Gilead submits NDA to U.S. FDA for HIV integrase inhibitor elvitegravir for treatment-experienced patients

Gilead Sciences, Inc. (Nasdaq:GILD) announced today it has submitted a New Drug Application (NDA) to the U.S. Food and Drug Administration (FDA) for marketing approval of elvitegravir, an integrase inhibitor for the treatment of HIV-1 infection in treatment-experienced adults. Elvitegravir is also a component of Gilead’s once-daily Quad single tablet regimen, which is currently under U.S. and European regulatory review for treatment-naïve adult patients.

The NDA for elvitegravir is supported by 96-week data from a pivotal Phase 3 study (Study 145) in which elvitegravir (150 mg or 85 mg) dosed once daily was non-inferior to the integrase inhibitor raltegravir (400 mg) dosed twice daily, each administered with a background regimen that included a fully active ritonavir-boosted protease inhibitor and a second antiretroviral.

About Elvitegravir

Elvitegravir is a member of the integrase inhibitor class of antiretroviral compounds.
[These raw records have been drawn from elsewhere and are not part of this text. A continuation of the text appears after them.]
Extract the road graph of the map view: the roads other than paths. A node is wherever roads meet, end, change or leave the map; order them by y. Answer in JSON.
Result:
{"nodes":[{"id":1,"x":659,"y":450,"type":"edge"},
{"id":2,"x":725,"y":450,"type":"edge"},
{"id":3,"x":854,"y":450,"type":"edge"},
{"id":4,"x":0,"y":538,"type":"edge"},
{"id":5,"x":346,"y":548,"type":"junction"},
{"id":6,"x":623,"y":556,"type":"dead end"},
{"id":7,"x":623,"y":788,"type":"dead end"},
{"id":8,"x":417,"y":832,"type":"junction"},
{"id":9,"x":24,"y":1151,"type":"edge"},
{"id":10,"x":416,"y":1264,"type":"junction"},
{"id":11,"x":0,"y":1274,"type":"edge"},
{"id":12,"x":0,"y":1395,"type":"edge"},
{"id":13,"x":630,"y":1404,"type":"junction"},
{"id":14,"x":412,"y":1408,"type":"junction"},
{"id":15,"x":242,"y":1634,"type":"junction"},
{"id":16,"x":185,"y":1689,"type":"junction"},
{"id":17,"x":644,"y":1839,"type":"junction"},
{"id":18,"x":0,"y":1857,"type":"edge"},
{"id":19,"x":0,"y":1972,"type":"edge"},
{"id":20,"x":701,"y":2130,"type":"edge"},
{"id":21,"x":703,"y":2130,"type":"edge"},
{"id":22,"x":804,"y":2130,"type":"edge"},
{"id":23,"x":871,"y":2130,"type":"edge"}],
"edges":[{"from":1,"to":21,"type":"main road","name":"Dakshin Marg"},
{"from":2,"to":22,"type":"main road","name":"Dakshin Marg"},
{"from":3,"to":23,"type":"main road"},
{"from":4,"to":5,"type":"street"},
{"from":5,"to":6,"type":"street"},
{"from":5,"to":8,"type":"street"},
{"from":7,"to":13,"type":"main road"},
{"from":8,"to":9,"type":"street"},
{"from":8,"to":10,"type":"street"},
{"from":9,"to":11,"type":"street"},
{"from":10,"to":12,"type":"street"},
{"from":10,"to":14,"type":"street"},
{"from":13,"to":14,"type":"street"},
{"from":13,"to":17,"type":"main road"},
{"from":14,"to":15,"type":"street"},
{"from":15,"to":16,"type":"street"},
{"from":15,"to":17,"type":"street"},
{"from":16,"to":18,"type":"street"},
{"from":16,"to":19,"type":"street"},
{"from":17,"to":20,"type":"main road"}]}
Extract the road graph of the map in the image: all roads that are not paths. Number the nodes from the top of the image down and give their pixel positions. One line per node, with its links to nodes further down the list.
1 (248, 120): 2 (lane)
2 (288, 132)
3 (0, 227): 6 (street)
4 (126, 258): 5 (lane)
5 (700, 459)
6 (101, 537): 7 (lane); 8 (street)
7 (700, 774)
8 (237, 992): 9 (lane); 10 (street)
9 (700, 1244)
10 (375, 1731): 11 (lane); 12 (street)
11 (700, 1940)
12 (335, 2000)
Unlike other classes, integrase inhibitors interfere with HIV replication by blocking the ability of the virus to integrate into the genetic material of human cells. Elvitegravir was licensed by Gilead from Japan Tobacco Inc. (JT) in March 2005. Under the terms of Gilead’s agreement with JT, Gilead has exclusive rights to develop and commercialize elvitegravir in all countries of the world, excluding Japan, where JT retains rights.

About the Quad

The Quad contains four Gilead compounds in a complete once-daily, single tablet regimen: elvitegravir 150 mg; cobicistat 150 mg, a “boosting” agent that enables elvitegravir once-daily dosing; and Truvada® (emtricitabine 200 mg/tenofovir disoproxil fumarate 300 mg).

Elvitegravir, cobicistat and the Quad are investigational products and their safety and efficacy have not yet been established.